• **WHAT YOU NEED TO DO**
In full and without alteration, output each record given here.

• **EXTRACTED ENTRIES**
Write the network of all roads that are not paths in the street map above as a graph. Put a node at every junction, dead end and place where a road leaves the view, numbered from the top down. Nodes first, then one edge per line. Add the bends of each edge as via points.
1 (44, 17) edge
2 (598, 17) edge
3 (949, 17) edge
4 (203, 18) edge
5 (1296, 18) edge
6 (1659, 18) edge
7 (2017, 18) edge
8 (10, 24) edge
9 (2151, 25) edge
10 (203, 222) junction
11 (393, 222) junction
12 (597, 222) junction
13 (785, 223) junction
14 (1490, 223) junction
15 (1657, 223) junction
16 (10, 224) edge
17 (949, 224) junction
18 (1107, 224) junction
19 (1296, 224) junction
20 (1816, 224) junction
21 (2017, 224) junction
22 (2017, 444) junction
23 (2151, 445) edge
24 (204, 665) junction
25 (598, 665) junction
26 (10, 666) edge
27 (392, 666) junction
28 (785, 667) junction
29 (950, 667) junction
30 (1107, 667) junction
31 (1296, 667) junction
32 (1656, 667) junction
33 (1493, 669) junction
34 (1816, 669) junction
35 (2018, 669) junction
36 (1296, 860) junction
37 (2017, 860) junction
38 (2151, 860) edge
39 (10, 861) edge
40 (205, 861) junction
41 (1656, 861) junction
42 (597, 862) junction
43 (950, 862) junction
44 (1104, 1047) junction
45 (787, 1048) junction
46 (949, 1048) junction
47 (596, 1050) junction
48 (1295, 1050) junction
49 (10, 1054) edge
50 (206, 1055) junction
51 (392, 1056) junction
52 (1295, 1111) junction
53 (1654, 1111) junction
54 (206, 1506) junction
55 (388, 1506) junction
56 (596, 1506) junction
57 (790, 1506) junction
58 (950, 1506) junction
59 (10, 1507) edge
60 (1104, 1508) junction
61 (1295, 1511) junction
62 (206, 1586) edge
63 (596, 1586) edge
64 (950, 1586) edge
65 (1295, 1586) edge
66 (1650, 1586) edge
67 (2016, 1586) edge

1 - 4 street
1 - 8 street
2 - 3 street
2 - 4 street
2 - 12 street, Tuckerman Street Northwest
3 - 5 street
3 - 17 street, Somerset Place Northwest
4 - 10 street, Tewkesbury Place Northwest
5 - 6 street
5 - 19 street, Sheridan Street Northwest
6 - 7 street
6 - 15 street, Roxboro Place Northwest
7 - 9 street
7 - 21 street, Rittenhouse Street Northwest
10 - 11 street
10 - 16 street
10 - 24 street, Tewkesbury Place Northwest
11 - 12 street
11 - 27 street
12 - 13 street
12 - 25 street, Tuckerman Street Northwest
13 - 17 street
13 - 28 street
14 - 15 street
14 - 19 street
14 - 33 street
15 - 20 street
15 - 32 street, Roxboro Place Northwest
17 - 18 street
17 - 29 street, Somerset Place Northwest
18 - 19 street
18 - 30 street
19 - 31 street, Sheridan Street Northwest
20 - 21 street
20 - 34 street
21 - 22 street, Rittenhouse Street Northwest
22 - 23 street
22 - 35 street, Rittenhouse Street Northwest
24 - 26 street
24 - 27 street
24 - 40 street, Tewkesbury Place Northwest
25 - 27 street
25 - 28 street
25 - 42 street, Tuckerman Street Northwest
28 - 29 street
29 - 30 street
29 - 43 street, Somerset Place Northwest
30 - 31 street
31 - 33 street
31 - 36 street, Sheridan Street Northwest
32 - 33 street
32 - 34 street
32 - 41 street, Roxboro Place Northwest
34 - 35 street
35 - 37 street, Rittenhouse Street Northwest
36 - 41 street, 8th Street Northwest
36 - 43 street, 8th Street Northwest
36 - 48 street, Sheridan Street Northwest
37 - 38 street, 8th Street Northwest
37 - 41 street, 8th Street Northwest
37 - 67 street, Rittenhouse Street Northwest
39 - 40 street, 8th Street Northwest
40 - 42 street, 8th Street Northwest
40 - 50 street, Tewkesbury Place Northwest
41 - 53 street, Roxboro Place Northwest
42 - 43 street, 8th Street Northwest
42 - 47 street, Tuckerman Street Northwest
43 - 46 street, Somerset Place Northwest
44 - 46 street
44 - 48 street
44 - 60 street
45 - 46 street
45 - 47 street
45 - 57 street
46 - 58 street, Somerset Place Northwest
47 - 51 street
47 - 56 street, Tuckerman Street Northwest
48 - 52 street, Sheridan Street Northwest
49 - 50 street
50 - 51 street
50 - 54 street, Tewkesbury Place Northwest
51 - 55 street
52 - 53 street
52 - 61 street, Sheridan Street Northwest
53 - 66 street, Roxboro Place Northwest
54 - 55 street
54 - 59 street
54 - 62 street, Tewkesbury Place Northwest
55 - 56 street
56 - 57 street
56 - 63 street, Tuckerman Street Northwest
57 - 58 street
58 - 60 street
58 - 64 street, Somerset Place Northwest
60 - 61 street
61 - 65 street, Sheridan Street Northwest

• **RESPONSE TO THE EXERCISE**
Write the network of all roads that are not paths in the street map above as a graph. Put a node at every junction, dead end and place where a road leaves the view, numbered from the top down. Nodes first, then one edge per line. Add the bends of each edge as via points.
1 (44, 17) edge
2 (598, 17) edge
3 (949, 17) edge
4 (203, 18) edge
5 (1296, 18) edge
6 (1659, 18) edge
7 (2017, 18) edge
8 (10, 24) edge
9 (2151, 25) edge
10 (203, 222) junction
11 (393, 222) junction
12 (597, 222) junction
13 (785, 223) junction
14 (1490, 223) junction
15 (1657, 223) junction
16 (10, 224) edge
17 (949, 224) junction
18 (1107, 224) junction
19 (1296, 224) junction
20 (1816, 224) junction
21 (2017, 224) junction
22 (2017, 444) junction
23 (2151, 445) edge
24 (204, 665) junction
25 (598, 665) junction
26 (10, 666) edge
27 (392, 666) junction
28 (785, 667) junction
29 (950, 667) junction
30 (1107, 667) junction
31 (1296, 667) junction
32 (1656, 667) junction
33 (1493, 669) junction
34 (1816, 669) junction
35 (2018, 669) junction
36 (1296, 860) junction
37 (2017, 860) junction
38 (2151, 860) edge
39 (10, 861) edge
40 (205, 861) junction
41 (1656, 861) junction
42 (597, 862) junction
43 (950, 862) junction
44 (1104, 1047) junction
45 (787, 1048) junction
46 (949, 1048) junction
47 (596, 1050) junction
48 (1295, 1050) junction
49 (10, 1054) edge
50 (206, 1055) junction
51 (392, 1056) junction
52 (1295, 1111) junction
53 (1654, 1111) junction
54 (206, 1506) junction
55 (388, 1506) junction
56 (596, 1506) junction
57 (790, 1506) junction
58 (950, 1506) junction
59 (10, 1507) edge
60 (1104, 1508) junction
61 (1295, 1511) junction
62 (206, 1586) edge
63 (596, 1586) edge
64 (950, 1586) edge
65 (1295, 1586) edge
66 (1650, 1586) edge
67 (2016, 1586) edge

1 - 4 street
1 - 8 street
2 - 3 street
2 - 4 street
2 - 12 street, Tuckerman Street Northwest
3 - 5 street
3 - 17 street, Somerset Place Northwest
4 - 10 street, Tewkesbury Place Northwest
5 - 6 street
5 - 19 street, Sheridan Street Northwest
6 - 7 street
6 - 15 street, Roxboro Place Northwest
7 - 9 street
7 - 21 street, Rittenhouse Street Northwest
10 - 11 street
10 - 16 street
10 - 24 street, Tewkesbury Place Northwest
11 - 12 street
11 - 27 street
12 - 13 street
12 - 25 street, Tuckerman Street Northwest
13 - 17 street
13 - 28 street
14 - 15 street
14 - 19 street
14 - 33 street
15 - 20 street
15 - 32 street, Roxboro Place Northwest
17 - 18 street
17 - 29 street, Somerset Place Northwest
18 - 19 street
18 - 30 street
19 - 31 street, Sheridan Street Northwest
20 - 21 street
20 - 34 street
21 - 22 street, Rittenhouse Street Northwest
22 - 23 street
22 - 35 street, Rittenhouse Street Northwest
24 - 26 street
24 - 27 street
24 - 40 street, Tewkesbury Place Northwest
25 - 27 street
25 - 28 street
25 - 42 street, Tuckerman Street Northwest
28 - 29 street
29 - 30 street
29 - 43 street, Somerset Place Northwest
30 - 31 street
31 - 33 street
31 - 36 street, Sheridan Street Northwest
32 - 33 street
32 - 34 street
32 - 41 street, Roxboro Place Northwest
34 - 35 street
35 - 37 street, Rittenhouse Street Northwest
36 - 41 street, 8th Street Northwest
36 - 43 street, 8th Street Northwest
36 - 48 street, Sheridan Street Northwest
37 - 38 street, 8th Street Northwest
37 - 41 street, 8th Street Northwest
37 - 67 street, Rittenhouse Street Northwest
39 - 40 street, 8th Street Northwest
40 - 42 street, 8th Street Northwest
40 - 50 street, Tewkesbury Place Northwest
41 - 53 street, Roxboro Place Northwest
42 - 43 street, 8th Street Northwest
42 - 47 street, Tuckerman Street Northwest
43 - 46 street, Somerset Place Northwest
44 - 46 street
44 - 48 street
44 - 60 street
45 - 46 street
45 - 47 street
45 - 57 street
46 - 58 street, Somerset Place Northwest
47 - 51 street
47 - 56 street, Tuckerman Street Northwest
48 - 52 street, Sheridan Street Northwest
49 - 50 street
50 - 51 street
50 - 54 street, Tewkesbury Place Northwest
51 - 55 street
52 - 53 street
52 - 61 street, Sheridan Street Northwest
53 - 66 street, Roxboro Place Northwest
54 - 55 street
54 - 59 street
54 - 62 street, Tewkesbury Place Northwest
55 - 56 street
56 - 57 street
56 - 63 street, Tuckerman Street Northwest
57 - 58 street
58 - 60 street
58 - 64 street, Somerset Place Northwest
60 - 61 street
61 - 65 street, Sheridan Street Northwest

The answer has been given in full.